WHAT IS BEING ASKED: Listed below are entries; give the number of lines among them that include "青年西路", and only that number.

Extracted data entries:
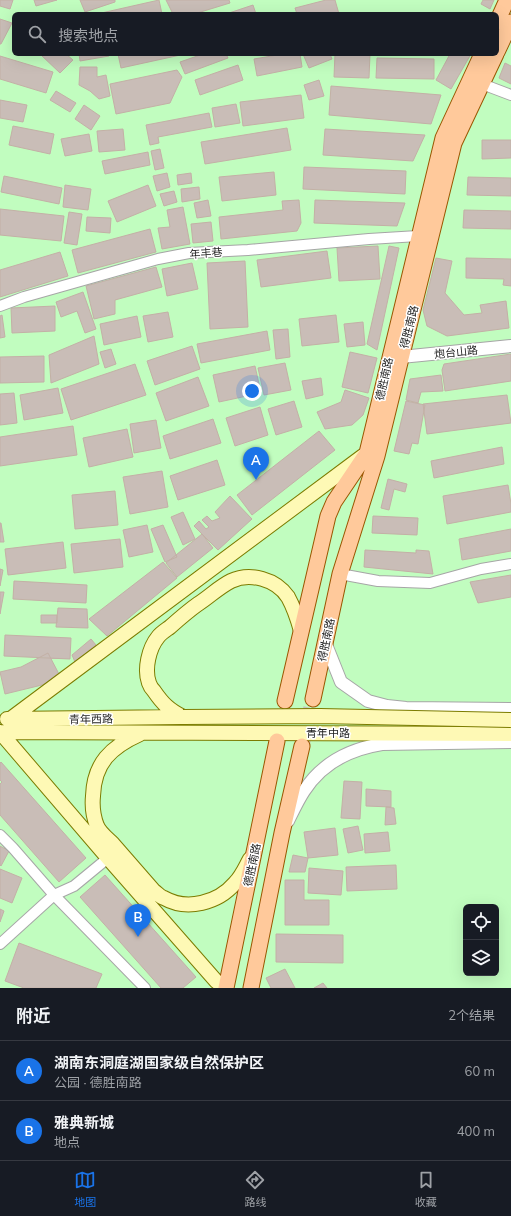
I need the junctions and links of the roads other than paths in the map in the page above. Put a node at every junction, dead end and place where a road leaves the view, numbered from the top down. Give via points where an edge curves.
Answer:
1 (507, 0) edge
2 (499, 18) edge
3 (511, 22) edge
4 (499, 49) edge
5 (481, 56) edge
6 (496, 56) edge
7 (482, 84) junction
8 (511, 95) edge
9 (418, 236) junction
10 (0, 306) edge
11 (511, 346) edge
12 (401, 357) junction
13 (367, 453) junction
14 (511, 564) edge
15 (340, 574) junction
16 (301, 631) junction
17 (325, 642) junction
18 (313, 699) tunnel mouth
19 (285, 701) dead end
20 (511, 709) edge
21 (183, 717) junction
22 (5, 719) edge
23 (511, 720) edge
24 (0, 732) edge
25 (144, 732) junction
26 (511, 734) edge
27 (276, 741) dead end
28 (511, 742) edge
29 (302, 746) tunnel mouth
30 (282, 833) junction
31 (0, 835) edge
32 (255, 848) junction
33 (108, 858) junction
34 (54, 895) junction
35 (0, 944) edge
36 (145, 988) edge
37 (225, 988) edge
38 (251, 988) edge

1 - 2 main road
3 - 4 main road, 得胜南路
5 - 9 main road, 德胜南路 via 443,138
6 - 7 main road, 得胜南路
7 - 8 street
7 - 12 main road, 得胜南路 via 454,143
9 - 10 street, 年丰巷 via 189,253 158,259
9 - 13 main road, 德胜南路
11 - 12 street, 炮台山路
12 - 15 main road, 得胜南路 via 377,456
13 - 16 main road, 德胜南路 via 334,502 328,516
13 - 22 main road
14 - 15 street via 430,583 378,581
15 - 17 main road, 得胜南路
16 - 19 main road, 德胜南路
16 - 21 main road via 287,596 272,584 258,578 241,577 230,582 193,608 158,637 147,661 149,684 161,702
17 - 18 main road, 得胜南路
17 - 20 street via 341,682 368,701 406,708
21 - 22 main road, 青年西路
21 - 23 main road, 青年中路, bridge via 320,716
24 - 25 main road, 青年西路
24 - 33 main road
25 - 26 main road, 青年中路
25 - 32 main road via 117,746 105,759 96,773 92,808 97,827 154,890 163,898 189,905 215,899 238,880
27 - 32 main road, 德胜南路
28 - 30 street via 382,744 343,755 330,763 304,790
29 - 30 main road, 德胜南路
30 - 38 main road, 德胜南路
31 - 34 street
32 - 37 main road, 德胜南路
33 - 34 street via 74,886
33 - 37 main road via 216,981
34 - 35 street
34 - 36 street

YOUR SOLUTION: 2